*Saved data entries*.

****

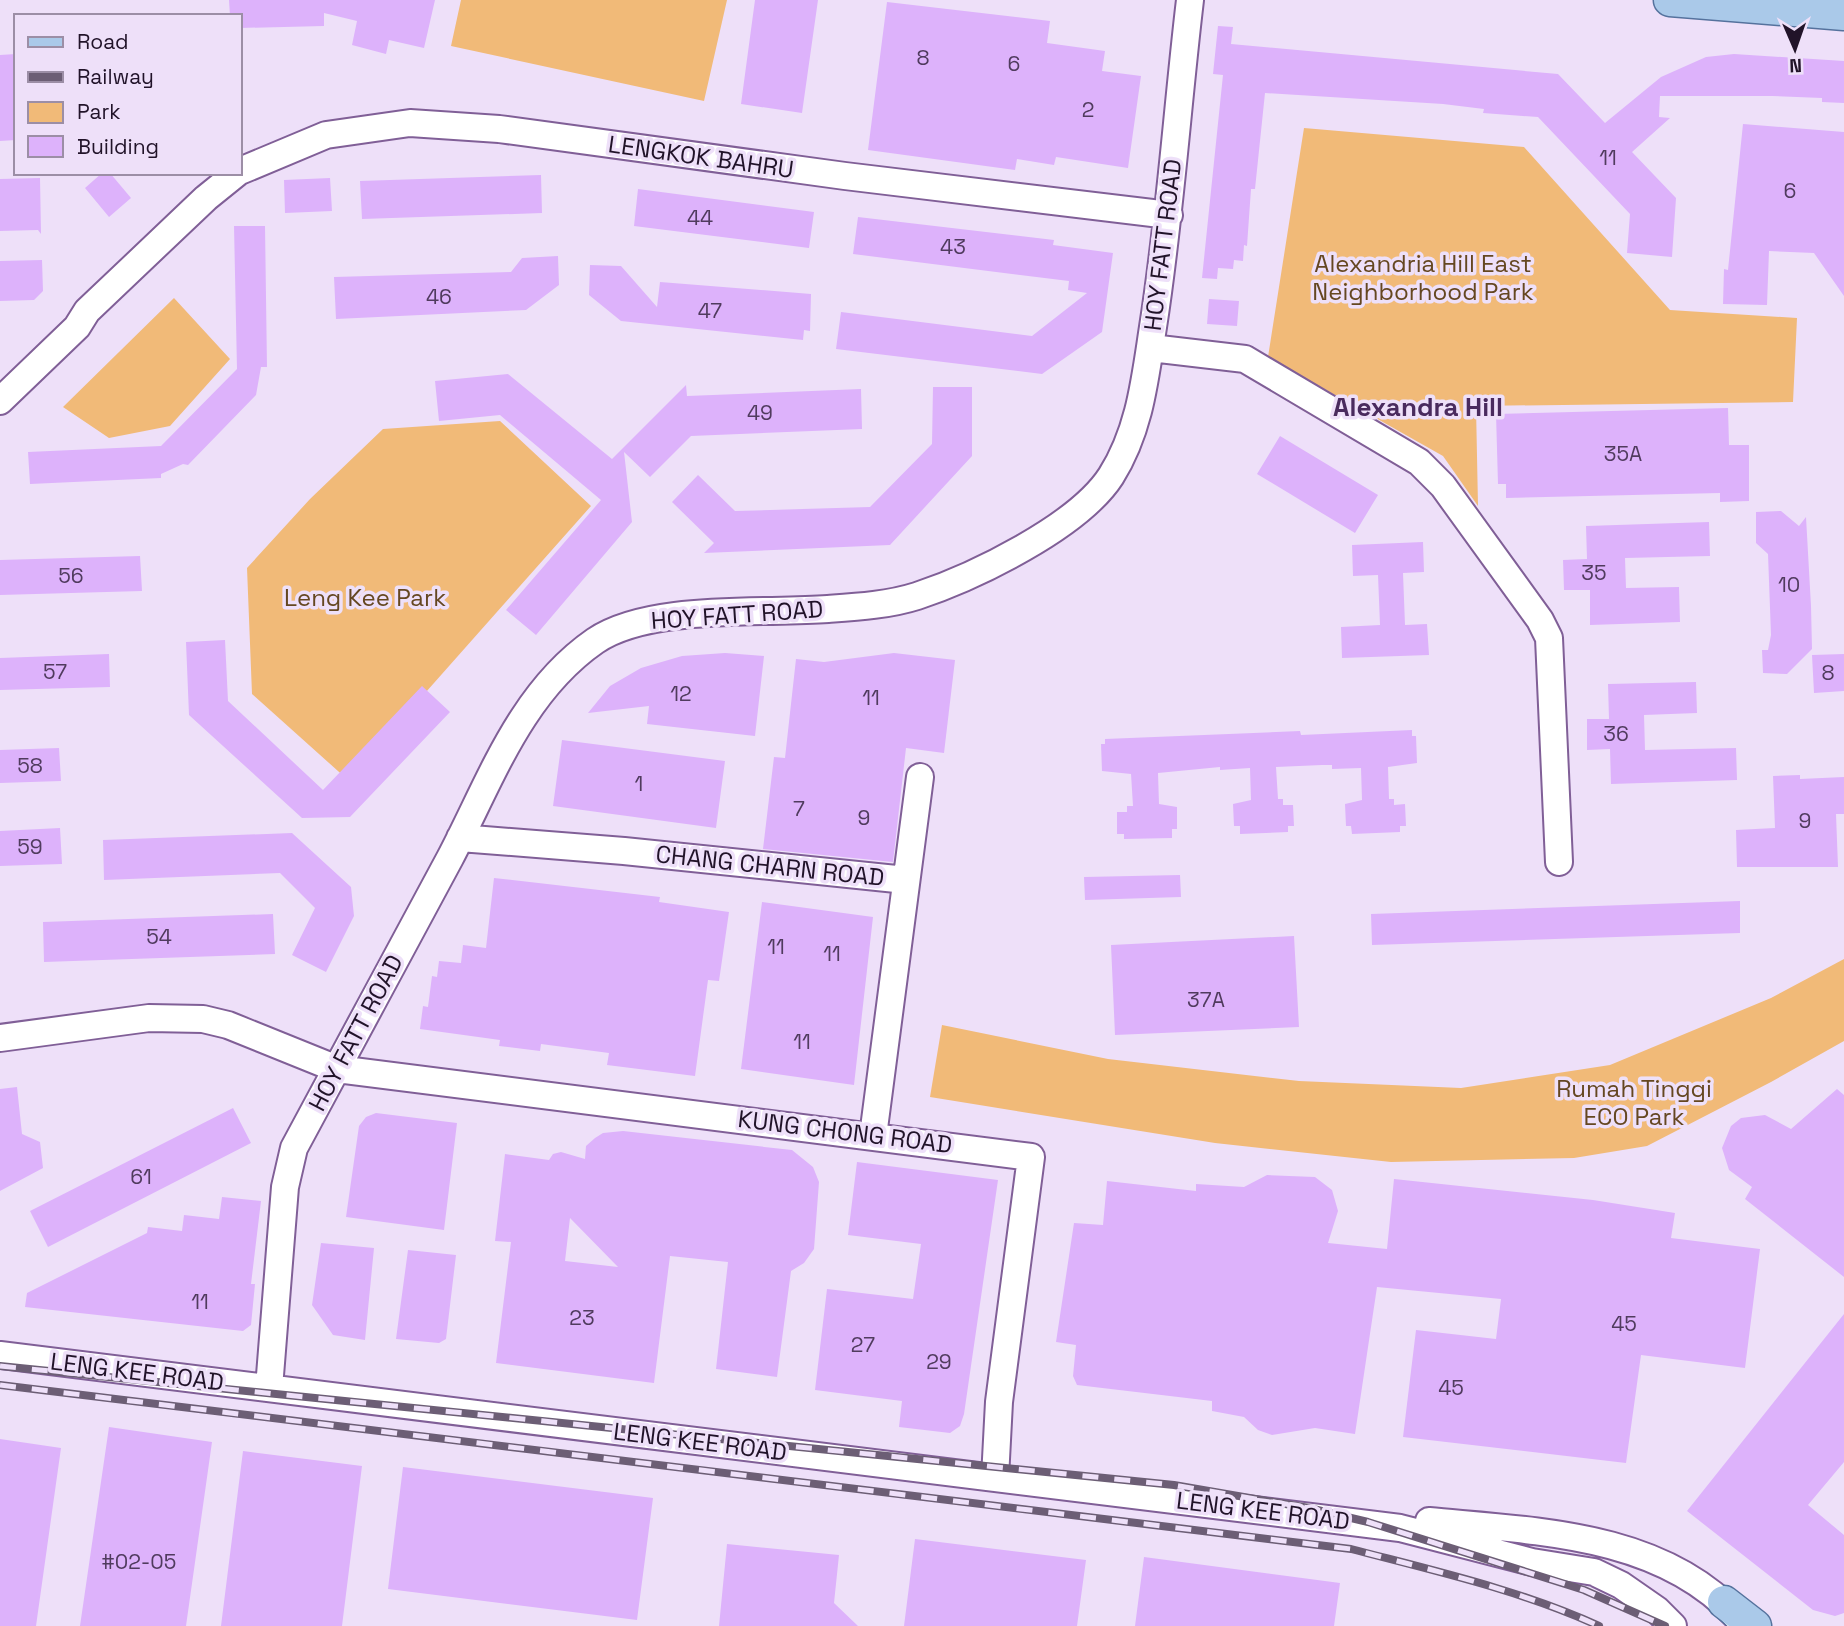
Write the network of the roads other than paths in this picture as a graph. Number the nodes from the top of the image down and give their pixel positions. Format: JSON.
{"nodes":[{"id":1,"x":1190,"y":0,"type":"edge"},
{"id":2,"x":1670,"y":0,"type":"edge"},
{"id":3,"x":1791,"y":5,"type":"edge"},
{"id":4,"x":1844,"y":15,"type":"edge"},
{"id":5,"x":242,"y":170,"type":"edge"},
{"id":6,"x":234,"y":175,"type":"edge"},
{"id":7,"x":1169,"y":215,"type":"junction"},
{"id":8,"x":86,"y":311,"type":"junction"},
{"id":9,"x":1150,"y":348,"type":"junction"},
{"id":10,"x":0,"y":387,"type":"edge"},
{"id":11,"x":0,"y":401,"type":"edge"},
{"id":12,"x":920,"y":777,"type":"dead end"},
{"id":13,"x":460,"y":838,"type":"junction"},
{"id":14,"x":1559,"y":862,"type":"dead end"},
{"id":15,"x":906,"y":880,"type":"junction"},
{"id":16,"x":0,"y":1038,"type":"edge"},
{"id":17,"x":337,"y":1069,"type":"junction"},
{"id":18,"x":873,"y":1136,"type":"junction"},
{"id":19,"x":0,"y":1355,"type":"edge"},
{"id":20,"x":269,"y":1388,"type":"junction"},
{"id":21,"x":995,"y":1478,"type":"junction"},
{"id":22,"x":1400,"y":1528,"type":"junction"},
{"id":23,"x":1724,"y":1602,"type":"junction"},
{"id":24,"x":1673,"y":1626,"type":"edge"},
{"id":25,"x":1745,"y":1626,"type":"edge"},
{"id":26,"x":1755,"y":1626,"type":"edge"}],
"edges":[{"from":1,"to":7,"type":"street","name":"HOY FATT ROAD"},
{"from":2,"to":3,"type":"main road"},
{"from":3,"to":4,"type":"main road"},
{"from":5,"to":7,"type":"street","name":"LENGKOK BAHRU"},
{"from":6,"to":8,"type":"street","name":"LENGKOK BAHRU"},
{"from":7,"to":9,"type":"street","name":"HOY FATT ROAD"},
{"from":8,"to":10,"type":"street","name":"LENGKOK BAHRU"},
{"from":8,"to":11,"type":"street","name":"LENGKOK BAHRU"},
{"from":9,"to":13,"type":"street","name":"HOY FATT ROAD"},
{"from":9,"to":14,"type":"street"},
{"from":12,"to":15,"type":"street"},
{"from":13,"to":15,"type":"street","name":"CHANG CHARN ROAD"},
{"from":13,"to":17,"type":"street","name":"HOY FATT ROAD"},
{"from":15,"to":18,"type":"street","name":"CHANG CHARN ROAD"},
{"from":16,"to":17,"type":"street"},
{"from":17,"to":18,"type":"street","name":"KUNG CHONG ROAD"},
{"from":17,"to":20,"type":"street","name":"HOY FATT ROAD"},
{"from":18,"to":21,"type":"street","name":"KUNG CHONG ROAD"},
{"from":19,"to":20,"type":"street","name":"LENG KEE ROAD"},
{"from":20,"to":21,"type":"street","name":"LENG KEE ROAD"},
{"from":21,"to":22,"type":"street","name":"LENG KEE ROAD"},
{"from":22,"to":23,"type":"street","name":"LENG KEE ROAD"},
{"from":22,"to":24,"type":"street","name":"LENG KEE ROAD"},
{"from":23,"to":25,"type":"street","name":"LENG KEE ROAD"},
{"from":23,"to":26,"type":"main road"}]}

****

*Work task*.
In the records above, how many lines hold the string "dead"? Respond with that number only.

*Output below*.
2